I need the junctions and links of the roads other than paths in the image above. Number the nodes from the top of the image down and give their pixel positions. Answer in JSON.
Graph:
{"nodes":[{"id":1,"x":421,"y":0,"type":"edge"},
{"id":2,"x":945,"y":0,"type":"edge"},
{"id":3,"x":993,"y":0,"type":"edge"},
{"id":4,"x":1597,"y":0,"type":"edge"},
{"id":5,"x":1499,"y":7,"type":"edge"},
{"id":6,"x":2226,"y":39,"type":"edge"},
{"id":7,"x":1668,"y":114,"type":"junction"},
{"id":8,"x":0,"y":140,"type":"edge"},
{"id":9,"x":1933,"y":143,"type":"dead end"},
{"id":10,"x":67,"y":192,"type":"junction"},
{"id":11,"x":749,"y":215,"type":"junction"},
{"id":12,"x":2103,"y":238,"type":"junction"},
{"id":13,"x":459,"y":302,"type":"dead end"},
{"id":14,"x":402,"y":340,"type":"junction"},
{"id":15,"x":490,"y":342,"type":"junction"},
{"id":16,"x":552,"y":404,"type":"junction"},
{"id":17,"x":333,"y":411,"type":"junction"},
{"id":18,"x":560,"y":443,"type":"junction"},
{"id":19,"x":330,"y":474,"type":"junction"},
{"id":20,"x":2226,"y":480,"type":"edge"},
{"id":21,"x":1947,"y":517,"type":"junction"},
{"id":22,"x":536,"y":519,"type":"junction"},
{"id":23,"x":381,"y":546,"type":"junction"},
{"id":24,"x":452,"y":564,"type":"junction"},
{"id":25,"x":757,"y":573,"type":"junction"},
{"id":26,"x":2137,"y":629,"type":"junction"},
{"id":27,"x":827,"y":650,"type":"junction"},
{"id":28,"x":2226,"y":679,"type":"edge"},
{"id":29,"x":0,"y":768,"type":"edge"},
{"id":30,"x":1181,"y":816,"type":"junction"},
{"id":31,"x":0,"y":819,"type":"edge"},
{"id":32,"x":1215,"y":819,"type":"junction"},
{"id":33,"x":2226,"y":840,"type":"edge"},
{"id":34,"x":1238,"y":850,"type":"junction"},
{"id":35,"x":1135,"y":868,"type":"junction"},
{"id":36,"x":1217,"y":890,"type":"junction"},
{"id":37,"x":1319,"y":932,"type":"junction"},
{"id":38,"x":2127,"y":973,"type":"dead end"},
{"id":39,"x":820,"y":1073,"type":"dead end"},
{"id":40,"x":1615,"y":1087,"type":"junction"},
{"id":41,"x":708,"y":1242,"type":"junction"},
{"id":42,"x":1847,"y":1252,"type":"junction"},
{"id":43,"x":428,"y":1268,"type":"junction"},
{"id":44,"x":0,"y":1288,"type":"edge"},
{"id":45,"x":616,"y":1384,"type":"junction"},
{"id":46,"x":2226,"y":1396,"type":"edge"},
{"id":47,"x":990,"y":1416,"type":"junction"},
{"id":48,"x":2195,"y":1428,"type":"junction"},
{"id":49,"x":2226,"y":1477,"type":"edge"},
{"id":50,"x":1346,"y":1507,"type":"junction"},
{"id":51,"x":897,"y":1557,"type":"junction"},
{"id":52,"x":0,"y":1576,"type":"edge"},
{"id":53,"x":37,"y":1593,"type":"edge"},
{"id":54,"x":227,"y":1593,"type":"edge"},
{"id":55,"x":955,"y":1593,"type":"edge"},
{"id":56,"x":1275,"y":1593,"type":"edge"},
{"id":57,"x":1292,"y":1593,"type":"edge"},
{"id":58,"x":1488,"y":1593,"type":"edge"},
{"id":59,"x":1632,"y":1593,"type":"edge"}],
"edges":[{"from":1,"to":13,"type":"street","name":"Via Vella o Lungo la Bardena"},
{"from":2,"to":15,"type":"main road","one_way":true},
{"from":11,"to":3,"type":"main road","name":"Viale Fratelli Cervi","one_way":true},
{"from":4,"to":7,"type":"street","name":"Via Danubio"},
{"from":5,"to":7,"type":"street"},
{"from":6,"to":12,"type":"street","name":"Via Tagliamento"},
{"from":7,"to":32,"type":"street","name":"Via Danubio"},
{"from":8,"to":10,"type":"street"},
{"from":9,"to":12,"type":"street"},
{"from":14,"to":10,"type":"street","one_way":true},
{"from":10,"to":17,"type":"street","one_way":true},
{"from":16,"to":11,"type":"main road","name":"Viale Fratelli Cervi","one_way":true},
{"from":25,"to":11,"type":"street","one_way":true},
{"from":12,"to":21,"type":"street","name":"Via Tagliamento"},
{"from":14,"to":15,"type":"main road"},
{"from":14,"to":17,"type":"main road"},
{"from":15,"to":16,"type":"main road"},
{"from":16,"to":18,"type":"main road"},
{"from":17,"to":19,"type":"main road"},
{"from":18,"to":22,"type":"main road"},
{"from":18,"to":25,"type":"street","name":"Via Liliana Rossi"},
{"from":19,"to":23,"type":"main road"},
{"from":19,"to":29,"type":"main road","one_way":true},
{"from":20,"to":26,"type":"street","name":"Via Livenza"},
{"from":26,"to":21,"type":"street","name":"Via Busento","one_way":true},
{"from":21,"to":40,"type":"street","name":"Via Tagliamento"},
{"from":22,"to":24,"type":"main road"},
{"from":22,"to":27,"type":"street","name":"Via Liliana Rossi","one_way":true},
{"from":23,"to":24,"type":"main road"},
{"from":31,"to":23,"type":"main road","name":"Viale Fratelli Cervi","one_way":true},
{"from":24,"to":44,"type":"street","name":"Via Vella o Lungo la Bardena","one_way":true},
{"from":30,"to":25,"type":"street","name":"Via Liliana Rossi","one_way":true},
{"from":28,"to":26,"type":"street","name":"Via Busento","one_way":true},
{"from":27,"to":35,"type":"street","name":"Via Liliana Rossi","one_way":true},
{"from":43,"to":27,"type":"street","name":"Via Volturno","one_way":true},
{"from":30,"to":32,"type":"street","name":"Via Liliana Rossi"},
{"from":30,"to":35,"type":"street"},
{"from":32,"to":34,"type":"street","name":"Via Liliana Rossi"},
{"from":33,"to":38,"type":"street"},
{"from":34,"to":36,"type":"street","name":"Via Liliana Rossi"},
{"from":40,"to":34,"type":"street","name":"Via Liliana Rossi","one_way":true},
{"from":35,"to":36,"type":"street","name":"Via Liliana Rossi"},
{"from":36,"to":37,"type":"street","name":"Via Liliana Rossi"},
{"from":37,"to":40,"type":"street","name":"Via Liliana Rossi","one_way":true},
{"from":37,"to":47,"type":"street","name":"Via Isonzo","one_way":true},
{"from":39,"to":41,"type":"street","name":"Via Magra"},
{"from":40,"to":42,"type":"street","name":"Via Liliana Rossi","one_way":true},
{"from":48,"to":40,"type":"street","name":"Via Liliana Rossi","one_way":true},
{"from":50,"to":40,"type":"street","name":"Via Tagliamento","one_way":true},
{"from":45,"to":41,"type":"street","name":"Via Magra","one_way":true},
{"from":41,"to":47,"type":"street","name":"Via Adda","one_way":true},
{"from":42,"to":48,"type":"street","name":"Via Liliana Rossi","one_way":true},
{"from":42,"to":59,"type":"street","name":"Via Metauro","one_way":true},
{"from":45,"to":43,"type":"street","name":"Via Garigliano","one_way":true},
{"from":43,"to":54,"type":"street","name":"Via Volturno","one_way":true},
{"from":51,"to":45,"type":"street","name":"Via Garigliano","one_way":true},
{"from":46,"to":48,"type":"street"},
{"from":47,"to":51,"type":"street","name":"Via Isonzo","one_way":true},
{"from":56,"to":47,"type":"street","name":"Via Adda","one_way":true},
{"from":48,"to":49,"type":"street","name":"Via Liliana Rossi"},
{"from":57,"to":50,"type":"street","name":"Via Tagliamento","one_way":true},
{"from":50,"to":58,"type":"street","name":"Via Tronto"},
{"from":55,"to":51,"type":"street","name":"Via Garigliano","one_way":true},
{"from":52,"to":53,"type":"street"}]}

++++++++++

> TASK BRIEF
If a line of the records above contains the word "nodes", count it; then give the total and nothing more.

> EXERCISE RESPONSE
2